I’ve used them at our R&G club. It was a lot of fun to shoot, but without much practice, I found it took me two or three times longer to nock an arrow than with my compound and three or four times longer than with my recurve bow. I think I’d need some general handling practice to learn to nock and shoot faster before I’d use one to pursue game. They are very accurate though.

I’d have to get way faster at cocking and nocking a crossbow before I would use one in a defensive action (against a man or beast). I can accurately press an arrow every 5-6 seconds with a recurve. At present, I can’t imagine getting close to that with a crossbow.

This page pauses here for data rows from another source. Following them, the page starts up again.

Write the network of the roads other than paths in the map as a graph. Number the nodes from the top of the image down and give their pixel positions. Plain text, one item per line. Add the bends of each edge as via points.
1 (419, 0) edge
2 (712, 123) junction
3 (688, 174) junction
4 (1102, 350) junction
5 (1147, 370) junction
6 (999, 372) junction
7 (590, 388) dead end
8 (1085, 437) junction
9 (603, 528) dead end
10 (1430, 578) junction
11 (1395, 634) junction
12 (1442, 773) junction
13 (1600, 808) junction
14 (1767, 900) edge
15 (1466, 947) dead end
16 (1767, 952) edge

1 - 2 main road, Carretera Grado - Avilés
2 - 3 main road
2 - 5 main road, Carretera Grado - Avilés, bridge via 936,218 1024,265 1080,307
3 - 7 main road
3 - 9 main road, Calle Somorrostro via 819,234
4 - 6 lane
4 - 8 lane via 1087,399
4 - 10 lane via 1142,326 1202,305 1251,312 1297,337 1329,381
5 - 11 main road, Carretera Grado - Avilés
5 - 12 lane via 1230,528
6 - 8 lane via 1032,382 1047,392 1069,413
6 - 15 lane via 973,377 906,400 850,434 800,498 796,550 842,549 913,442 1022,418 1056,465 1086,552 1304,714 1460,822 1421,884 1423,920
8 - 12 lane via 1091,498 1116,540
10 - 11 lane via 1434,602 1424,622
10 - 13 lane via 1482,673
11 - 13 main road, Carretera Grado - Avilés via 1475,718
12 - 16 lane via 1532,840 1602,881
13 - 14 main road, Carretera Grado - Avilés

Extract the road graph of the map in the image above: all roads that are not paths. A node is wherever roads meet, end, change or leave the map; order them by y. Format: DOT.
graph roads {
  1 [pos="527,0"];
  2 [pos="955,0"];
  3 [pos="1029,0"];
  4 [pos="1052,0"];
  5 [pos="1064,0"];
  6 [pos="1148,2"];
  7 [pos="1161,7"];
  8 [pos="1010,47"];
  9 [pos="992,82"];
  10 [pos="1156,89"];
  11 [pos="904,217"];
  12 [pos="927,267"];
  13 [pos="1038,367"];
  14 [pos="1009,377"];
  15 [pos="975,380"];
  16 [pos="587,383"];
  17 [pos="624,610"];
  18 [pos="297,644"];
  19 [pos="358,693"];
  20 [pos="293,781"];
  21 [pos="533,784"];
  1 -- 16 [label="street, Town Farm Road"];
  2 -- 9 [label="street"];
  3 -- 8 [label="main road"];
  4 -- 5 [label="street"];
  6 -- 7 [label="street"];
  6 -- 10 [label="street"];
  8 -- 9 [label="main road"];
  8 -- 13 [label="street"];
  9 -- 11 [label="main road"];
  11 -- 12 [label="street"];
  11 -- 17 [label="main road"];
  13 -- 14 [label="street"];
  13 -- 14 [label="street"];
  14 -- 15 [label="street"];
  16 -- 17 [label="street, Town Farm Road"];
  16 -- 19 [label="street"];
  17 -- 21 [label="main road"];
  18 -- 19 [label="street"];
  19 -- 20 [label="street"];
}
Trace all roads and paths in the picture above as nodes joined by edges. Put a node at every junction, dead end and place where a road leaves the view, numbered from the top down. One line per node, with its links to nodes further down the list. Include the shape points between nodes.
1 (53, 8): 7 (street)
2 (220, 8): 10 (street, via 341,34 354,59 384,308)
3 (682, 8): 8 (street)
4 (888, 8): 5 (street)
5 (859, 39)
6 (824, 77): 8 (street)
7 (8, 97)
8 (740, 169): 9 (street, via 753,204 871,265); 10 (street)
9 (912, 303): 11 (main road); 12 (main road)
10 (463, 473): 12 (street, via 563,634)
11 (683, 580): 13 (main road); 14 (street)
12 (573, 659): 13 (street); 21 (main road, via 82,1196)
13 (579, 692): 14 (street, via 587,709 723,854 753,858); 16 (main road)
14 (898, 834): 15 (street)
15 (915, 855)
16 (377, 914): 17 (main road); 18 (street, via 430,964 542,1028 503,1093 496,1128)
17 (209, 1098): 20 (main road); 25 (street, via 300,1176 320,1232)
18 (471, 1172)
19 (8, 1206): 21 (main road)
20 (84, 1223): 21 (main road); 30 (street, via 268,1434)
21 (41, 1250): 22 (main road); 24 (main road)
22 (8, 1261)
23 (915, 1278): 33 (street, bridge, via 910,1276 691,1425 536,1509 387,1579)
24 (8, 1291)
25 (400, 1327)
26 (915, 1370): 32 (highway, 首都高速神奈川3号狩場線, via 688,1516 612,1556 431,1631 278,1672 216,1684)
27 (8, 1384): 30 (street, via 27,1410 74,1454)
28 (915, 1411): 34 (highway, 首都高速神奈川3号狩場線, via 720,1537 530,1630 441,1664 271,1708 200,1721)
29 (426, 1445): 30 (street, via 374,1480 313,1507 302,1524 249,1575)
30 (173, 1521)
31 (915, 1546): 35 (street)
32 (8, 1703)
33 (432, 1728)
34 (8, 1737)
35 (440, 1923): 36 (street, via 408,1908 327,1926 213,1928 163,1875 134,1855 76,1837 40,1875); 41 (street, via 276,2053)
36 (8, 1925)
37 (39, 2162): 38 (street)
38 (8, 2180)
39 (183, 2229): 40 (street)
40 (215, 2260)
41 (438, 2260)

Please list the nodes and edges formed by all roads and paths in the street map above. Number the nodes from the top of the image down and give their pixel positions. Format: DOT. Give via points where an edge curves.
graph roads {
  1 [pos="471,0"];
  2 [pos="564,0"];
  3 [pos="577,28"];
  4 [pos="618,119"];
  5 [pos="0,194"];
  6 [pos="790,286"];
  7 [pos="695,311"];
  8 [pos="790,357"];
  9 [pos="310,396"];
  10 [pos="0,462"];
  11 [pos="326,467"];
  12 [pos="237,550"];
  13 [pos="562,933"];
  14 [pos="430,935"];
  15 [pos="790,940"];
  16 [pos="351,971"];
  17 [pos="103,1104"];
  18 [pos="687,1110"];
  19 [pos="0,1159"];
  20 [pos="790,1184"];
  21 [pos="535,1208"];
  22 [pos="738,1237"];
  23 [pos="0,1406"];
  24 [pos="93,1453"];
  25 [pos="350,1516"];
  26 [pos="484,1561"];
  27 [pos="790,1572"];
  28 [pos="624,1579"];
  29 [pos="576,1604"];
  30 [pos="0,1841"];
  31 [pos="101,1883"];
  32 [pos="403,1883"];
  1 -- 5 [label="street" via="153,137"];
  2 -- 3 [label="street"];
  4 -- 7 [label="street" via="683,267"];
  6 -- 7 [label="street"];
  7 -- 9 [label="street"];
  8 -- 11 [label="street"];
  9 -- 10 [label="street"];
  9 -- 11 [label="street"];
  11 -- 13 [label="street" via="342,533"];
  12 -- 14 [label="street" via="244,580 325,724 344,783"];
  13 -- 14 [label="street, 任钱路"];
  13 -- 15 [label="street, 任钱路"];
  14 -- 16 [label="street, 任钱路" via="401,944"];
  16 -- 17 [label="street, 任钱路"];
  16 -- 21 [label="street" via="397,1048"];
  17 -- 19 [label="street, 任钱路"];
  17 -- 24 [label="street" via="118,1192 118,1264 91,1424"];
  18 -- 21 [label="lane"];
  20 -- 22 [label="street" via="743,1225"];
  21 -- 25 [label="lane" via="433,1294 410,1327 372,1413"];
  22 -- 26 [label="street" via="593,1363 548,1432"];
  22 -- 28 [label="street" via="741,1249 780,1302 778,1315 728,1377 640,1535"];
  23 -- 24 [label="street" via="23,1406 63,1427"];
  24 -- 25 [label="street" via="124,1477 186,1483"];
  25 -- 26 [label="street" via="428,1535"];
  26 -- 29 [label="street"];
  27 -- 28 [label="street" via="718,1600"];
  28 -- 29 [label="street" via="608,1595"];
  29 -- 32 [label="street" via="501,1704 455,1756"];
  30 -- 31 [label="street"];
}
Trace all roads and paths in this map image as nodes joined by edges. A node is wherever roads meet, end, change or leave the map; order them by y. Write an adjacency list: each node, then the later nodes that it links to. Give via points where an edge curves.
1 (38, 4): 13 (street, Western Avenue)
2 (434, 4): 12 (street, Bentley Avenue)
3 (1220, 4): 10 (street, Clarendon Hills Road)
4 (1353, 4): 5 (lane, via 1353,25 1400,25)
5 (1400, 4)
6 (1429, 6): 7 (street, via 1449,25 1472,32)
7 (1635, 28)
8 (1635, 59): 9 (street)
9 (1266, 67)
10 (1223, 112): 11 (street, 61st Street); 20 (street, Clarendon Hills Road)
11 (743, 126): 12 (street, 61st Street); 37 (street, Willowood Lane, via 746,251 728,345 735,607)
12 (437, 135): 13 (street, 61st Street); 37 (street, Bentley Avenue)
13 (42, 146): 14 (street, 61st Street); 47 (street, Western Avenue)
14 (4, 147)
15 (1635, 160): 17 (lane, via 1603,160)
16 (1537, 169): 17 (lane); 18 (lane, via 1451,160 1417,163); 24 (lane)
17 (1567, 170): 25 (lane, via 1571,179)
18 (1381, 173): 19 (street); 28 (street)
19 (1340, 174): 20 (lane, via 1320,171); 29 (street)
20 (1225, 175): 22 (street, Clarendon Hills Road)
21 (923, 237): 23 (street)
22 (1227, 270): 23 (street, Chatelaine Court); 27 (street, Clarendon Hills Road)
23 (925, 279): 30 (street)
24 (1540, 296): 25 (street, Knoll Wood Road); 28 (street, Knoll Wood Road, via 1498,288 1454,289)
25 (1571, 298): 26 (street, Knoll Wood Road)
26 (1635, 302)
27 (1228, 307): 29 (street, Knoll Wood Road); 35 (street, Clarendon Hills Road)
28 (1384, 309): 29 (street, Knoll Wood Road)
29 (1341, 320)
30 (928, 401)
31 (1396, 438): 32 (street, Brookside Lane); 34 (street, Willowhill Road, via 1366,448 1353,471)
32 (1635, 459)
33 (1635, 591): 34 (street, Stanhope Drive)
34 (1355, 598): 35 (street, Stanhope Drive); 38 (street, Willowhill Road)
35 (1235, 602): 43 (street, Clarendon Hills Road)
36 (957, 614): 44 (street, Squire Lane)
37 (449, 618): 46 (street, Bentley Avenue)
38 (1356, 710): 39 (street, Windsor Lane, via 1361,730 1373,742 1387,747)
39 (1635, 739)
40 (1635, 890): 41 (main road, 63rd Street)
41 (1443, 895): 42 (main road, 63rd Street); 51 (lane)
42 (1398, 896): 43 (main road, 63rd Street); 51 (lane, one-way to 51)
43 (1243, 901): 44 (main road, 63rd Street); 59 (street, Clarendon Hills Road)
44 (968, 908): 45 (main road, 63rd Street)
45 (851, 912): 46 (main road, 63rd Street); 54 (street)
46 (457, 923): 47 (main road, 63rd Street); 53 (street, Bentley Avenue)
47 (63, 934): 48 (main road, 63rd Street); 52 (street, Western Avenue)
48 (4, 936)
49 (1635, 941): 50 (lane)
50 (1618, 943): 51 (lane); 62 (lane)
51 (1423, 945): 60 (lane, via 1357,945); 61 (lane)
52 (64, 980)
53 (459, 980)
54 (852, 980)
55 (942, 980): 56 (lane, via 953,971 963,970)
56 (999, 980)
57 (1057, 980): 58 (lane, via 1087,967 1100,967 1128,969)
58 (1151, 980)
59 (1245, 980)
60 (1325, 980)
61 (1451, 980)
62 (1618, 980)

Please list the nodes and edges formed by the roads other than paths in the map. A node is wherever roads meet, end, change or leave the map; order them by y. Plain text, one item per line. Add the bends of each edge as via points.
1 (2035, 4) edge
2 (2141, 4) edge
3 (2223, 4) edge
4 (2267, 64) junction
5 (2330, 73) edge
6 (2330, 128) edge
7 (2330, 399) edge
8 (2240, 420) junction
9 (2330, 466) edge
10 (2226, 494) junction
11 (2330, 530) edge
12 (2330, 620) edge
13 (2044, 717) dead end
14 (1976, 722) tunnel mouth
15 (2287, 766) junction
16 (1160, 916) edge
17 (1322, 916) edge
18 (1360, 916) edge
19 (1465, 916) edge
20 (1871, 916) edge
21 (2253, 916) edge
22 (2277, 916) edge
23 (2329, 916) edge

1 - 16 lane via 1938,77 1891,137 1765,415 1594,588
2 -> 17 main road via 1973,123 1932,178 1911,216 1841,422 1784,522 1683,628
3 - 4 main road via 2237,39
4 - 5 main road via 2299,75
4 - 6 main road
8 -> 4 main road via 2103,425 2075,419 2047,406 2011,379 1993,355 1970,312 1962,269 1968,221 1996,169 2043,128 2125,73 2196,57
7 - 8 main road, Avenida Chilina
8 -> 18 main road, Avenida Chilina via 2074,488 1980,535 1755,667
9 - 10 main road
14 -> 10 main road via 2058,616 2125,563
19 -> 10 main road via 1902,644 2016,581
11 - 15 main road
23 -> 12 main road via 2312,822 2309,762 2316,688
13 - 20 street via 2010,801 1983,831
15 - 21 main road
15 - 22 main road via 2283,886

I’m sure there are people who can.


----------



## El Chorizo (Jun 6, 2012)

If the SHTF and you were using your bow for hunting -- how many times can you reuse an arrow or bolt before it turns pretty much useless? This is the aspect I find most appealing about bow hunting is that you can reuse your ammunition quite a bit. I'm just curious, in reality, HOW much you can reuse it?


----------



## AnvilIron (Mar 1, 2012)

El Chorizo said:


> If the SHTF and you were using your bow for hunting -- how many times can you reuse an arrow or bolt before it turns pretty much useless? This is the aspect I find most appealing about bow hunting is that you can reuse your ammunition quite a bit. I'm just curious, in reality, HOW much you can reuse it?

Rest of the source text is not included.